● Task statement
Copy out exactly the lines that begin with the one containing "Please list the" and continue until the last line of the material.

── Records to use ──

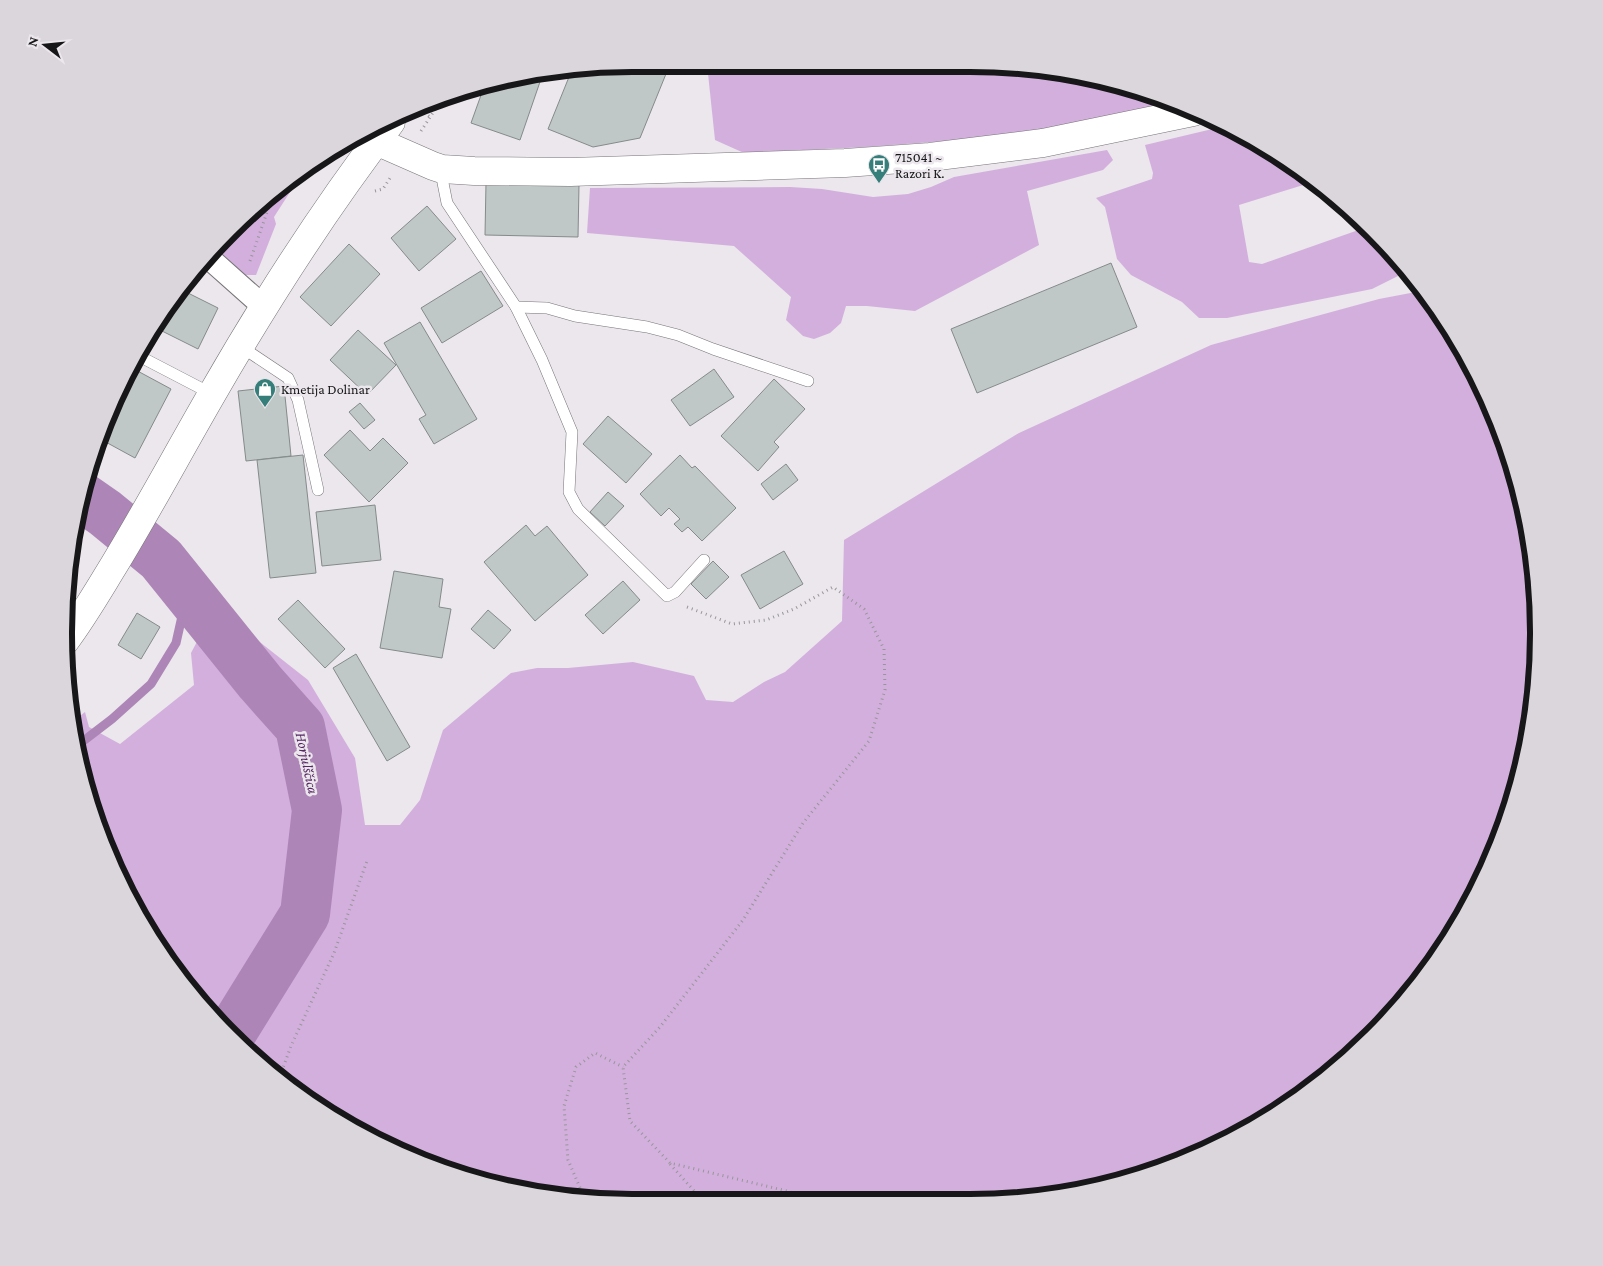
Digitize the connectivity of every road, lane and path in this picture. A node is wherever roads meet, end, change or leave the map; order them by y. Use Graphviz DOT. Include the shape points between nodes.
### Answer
graph roads {
  1 [pos="436,109"];
  2 [pos="424,113"];
  3 [pos="1182,114"];
  4 [pos="384,132"];
  5 [pos="442,169"];
  6 [pos="213,262"];
  7 [pos="516,306"];
  8 [pos="264,307"];
  9 [pos="240,346"];
  10 [pos="145,359"];
  11 [pos="808,381"];
  12 [pos="212,394"];
  13 [pos="318,490"];
  14 [pos="704,560"];
  15 [pos="667,596"];
  16 [pos="72,632"];
  17 [pos="367,861"];
  18 [pos="623,1067"];
  19 [pos="282,1070"];
  20 [pos="670,1163"];
  21 [pos="581,1191"];
  22 [pos="697,1194"];
  23 [pos="793,1194"];
  1 -- 2 [label="path" via="430,117"];
  3 -- 5 [label="street" via="1042,143 845,163 570,172"];
  4 -- 5 [label="street"];
  4 -- 8 [label="street" via="323,213"];
  5 -- 7 [label="lane" via="447,203"];
  6 -- 8 [label="street"];
  7 -- 11 [label="lane" via="546,308 647,327"];
  7 -- 15 [label="lane" via="572,432 570,492 578,509"];
  8 -- 9 [label="street"];
  9 -- 12 [label="street"];
  9 -- 13 [label="lane" via="288,378 298,400"];
  10 -- 12 [label="lane"];
  12 -- 16 [label="street"];
  14 -- 15 [label="lane" via="675,592"];
  15 -- 18 [label="path" via="694,611 732,624 766,620 794,610 833,587 864,609 884,648 885,690 869,741 803,824 743,920 660,1027"];
  17 -- 19 [label="path" via="334,954"];
  18 -- 20 [label="path" via="630,1121"];
  18 -- 21 [label="path" via="596,1053 576,1067 573,1075 564,1106 568,1160"];
  20 -- 22 [label="path"];
  20 -- 23 [label="path"];
}
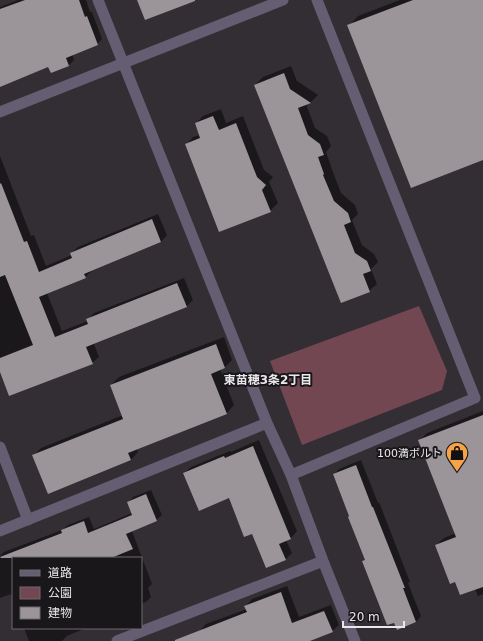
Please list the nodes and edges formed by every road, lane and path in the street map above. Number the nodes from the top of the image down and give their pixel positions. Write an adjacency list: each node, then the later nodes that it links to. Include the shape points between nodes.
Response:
1 (98, 0): 4 (street)
2 (283, 0): 4 (street)
3 (317, 0): 8 (street, via 475,398)
4 (124, 63): 5 (street); 6 (street)
5 (0, 112)
6 (267, 423): 8 (street); 9 (street)
7 (0, 448): 9 (street)
8 (291, 475): 11 (street)
9 (28, 520): 10 (street)
10 (0, 531)
11 (323, 561): 12 (street); 13 (street)
12 (117, 641)
13 (355, 641)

───

● Solution to the exercise
Please list the nodes and edges formed by every road, lane and path in the street map above. Number the nodes from the top of the image down and give their pixel positions. Write an adjacency list: each node, then the later nodes that it links to. Include the shape points between nodes.
Response:
1 (98, 0): 4 (street)
2 (283, 0): 4 (street)
3 (317, 0): 8 (street, via 475,398)
4 (124, 63): 5 (street); 6 (street)
5 (0, 112)
6 (267, 423): 8 (street); 9 (street)
7 (0, 448): 9 (street)
8 (291, 475): 11 (street)
9 (28, 520): 10 (street)
10 (0, 531)
11 (323, 561): 12 (street); 13 (street)
12 (117, 641)
13 (355, 641)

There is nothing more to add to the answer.